Roman, 1976 ve 1977 yıllarında yazılıp 1979’da Milliyet Gazetesi’nin açmış olduğu roman ödülü yarışmasında Orhan Pamuk’un Cevdet Bey ve Oğulları romanıyla birlikte birinciliğe layık görülmüştür.
Kitap, bir kayboluşun izini süren, okuyucusunu bu benlik kazanma mücadelesine ortak eden bir ilk roman özelliği taşımaktadır. Mehmet Eroğlu, romanında bizi bir ıssızlığın, karanlığın, bilinmeyenin, sessizliğin ve sesliliğin ortasında bırakır. Edebiyat tarihimizin savaş karşıtı ilk romanlarından biri, bir dönem sakıncalı bulunan kitabın cümleleri arasında kaybolmak büyük bir zevk!

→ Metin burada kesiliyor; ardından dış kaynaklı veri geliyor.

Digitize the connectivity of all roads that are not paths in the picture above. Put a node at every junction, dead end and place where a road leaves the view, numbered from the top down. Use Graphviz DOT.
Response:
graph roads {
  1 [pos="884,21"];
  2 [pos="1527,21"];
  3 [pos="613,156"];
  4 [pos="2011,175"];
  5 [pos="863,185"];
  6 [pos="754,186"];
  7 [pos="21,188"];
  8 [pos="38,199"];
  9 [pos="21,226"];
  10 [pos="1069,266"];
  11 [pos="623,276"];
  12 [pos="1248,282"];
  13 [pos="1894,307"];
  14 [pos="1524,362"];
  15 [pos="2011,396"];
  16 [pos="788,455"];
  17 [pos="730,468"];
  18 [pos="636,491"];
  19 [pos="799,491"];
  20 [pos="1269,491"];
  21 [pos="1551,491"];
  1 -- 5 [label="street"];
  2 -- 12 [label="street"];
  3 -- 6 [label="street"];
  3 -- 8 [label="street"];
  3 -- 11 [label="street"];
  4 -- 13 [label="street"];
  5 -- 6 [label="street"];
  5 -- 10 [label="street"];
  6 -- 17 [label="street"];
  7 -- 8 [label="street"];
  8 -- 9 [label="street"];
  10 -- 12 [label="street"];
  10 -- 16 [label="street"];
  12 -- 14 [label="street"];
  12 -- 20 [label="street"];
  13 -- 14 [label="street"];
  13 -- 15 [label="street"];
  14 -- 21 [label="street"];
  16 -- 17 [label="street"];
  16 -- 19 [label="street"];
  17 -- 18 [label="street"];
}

Kahramanımız Ayhan, 74 Kıbrıs Harekatına katılmış ve yurda yaralı olarak dönmüştür. Ancak ruhundaki yara hala taptaze ve kanamaktadır ki bu yüzden eski çevresine uyum sağlayamaz. Ayhan, savaşta yaşadığı olaylardan etkisinden kurtulamadığı travmalar edinir. Kafasına silahı dayar ve tetiği çeker. Ölmez! Savaşa karşı, savaşın içinde, savaş bittiğinde ise kendi ile savaşını sürdürmeye devam eden bir roman karakteridir Ayhan. Arkadaşları ile yaşadıkları, kadınlar ile ilişkileri, 12 Mart olayları, sağ sol davası cereyan ediyor romanda.
Ardına düşeceği bir öfkesi var Ayhan’ın.
Doktoru dinledi ve denedi. Tıpkı Mağusa’dan ayrılırkenki gibi kafasında yine sorular var şimdi ama aynı noktada değil artık Ayhan. Geçirdiği bir kaç ay onu aynı noktaya getirmiş gibi dursa da öyle değil artık; bu kez kurtuluş umudu yok! Sona geldi, ıssızlığın tam ortasına.